Kann man das irgendwie automatisieren ?

Und wie kann ich sonst eine als Spam erkannte nichtSpam Mail behandeln ?
Vorher hatte ich mal Maia Mailguard im Einsatz, das hat man dem dann antrainiert....
Was kann ich hier jetzt machen ? Oder ist das einzige was ich machen kann die Whitelist ?


----------



## Till (3. Nov. 2011)

> Kann man das irgendwie automatisieren ?


Du kannst Dir z.B. dafür einen root cronjob dafür anlegen.



> Vorher hatte ich mal Maia Mailguard im Einsatz, das hat man dem dann antrainiert....
> Was kann ich hier jetzt machen ? Oder ist das einzige was ich machen kann die Whitelist ?

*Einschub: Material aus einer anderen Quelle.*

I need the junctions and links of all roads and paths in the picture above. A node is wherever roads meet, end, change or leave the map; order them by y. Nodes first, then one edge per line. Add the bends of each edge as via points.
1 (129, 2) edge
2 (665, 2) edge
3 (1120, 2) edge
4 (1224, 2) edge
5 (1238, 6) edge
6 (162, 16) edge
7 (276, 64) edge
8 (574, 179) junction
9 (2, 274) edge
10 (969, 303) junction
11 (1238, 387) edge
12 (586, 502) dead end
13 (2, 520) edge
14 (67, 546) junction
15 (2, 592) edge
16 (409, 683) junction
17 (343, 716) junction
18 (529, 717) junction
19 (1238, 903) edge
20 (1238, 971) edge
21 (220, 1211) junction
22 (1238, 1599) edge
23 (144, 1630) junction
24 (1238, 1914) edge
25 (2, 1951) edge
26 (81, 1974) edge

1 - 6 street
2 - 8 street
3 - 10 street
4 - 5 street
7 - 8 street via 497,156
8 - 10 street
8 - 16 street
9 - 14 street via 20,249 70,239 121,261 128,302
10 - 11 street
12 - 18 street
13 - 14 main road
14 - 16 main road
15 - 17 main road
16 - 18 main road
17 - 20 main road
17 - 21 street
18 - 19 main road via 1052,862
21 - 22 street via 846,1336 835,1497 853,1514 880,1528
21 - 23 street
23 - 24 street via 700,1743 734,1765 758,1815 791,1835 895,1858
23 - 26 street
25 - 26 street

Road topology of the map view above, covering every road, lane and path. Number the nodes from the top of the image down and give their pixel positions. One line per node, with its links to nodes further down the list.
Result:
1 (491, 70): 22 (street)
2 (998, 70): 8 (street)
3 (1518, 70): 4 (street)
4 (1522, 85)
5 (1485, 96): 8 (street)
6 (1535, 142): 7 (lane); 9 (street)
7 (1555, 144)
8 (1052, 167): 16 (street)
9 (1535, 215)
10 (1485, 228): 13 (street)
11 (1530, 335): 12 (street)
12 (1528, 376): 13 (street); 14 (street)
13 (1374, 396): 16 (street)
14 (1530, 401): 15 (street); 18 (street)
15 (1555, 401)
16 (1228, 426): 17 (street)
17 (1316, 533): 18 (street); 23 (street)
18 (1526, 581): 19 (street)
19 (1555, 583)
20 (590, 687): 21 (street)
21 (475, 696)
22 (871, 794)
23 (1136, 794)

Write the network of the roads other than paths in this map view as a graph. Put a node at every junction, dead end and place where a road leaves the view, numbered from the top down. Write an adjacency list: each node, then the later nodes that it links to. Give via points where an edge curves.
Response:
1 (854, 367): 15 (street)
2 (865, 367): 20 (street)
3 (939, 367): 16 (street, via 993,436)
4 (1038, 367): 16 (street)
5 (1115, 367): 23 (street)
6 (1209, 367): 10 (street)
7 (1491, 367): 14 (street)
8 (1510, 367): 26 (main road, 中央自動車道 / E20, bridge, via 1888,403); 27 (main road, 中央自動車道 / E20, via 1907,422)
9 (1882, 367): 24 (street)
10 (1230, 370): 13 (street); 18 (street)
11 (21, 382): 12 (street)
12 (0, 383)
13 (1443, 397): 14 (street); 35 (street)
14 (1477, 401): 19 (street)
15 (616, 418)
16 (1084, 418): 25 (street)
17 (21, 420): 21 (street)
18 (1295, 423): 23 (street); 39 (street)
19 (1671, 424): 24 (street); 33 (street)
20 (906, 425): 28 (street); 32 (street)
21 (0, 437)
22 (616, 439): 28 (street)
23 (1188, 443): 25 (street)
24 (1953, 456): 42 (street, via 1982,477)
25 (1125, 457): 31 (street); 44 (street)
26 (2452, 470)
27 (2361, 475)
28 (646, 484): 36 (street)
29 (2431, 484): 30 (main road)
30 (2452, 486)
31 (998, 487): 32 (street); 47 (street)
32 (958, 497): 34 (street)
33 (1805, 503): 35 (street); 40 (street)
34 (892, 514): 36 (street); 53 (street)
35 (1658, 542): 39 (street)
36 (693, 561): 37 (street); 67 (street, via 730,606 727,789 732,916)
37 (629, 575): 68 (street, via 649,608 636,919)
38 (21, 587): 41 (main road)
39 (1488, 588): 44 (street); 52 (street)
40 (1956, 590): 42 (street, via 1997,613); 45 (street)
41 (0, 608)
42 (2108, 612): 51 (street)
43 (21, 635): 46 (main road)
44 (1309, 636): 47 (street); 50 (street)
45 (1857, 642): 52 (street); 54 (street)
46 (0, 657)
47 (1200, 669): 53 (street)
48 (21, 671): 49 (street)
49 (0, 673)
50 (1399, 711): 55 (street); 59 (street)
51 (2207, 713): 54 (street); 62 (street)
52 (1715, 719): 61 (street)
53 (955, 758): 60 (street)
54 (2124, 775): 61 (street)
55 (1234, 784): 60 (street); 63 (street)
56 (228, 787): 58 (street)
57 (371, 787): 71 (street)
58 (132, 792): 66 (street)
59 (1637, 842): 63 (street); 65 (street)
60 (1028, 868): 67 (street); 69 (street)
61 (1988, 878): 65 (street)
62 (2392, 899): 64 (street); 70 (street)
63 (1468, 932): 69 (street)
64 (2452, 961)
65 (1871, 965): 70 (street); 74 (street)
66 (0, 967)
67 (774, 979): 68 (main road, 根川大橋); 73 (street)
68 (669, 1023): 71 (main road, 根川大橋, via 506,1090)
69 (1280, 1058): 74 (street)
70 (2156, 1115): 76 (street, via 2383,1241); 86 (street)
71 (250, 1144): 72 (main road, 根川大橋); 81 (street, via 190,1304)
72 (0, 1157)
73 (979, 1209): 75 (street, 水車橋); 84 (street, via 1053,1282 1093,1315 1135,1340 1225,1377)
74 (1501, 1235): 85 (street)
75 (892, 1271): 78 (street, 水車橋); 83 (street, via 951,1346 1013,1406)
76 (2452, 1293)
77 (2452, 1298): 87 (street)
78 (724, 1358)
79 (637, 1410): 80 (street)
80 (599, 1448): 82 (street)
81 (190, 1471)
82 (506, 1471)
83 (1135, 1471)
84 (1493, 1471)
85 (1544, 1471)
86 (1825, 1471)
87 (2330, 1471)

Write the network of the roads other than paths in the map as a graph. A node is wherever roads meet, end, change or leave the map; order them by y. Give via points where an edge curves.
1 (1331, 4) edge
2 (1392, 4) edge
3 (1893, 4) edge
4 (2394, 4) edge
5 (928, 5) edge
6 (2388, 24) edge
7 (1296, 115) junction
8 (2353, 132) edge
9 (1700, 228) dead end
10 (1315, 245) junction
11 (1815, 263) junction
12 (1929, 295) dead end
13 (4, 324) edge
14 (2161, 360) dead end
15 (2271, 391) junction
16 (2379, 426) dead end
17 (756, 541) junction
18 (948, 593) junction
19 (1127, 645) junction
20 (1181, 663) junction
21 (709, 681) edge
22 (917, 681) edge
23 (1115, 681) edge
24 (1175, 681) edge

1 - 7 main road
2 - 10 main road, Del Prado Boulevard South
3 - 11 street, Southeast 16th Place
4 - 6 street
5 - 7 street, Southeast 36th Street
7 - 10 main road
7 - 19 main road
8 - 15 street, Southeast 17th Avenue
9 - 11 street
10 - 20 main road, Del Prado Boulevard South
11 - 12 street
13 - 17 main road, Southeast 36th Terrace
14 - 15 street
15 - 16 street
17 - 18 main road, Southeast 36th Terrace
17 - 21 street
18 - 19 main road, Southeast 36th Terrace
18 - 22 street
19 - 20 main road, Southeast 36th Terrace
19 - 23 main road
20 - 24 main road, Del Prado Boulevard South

das hängt davon ab, warum eine email als spam markiert wurde. Ich hatte z.B. in den letzten 2 Jahren keinen einzigen false positive auf meinen Servern. Vielleicht ist also der score den Du eingestellt hast zu gering oder es liegt ein anderes Problem mit dem server setup vor. Woran es liegt, kannst Du im mail header sehen. Es gibt dann noch die Möglichkeit den Score von regeln im spamassassin zu ändern oder eben die von Dir angesprochenen whitelists. Amavisd lernt aus dem Score übrigens automatisch, d.h es passt sich an häufiger kommende emails an.


----------



## vbbaby (3. Nov. 2011)

Danke schon mal für die schnelle Antwort ...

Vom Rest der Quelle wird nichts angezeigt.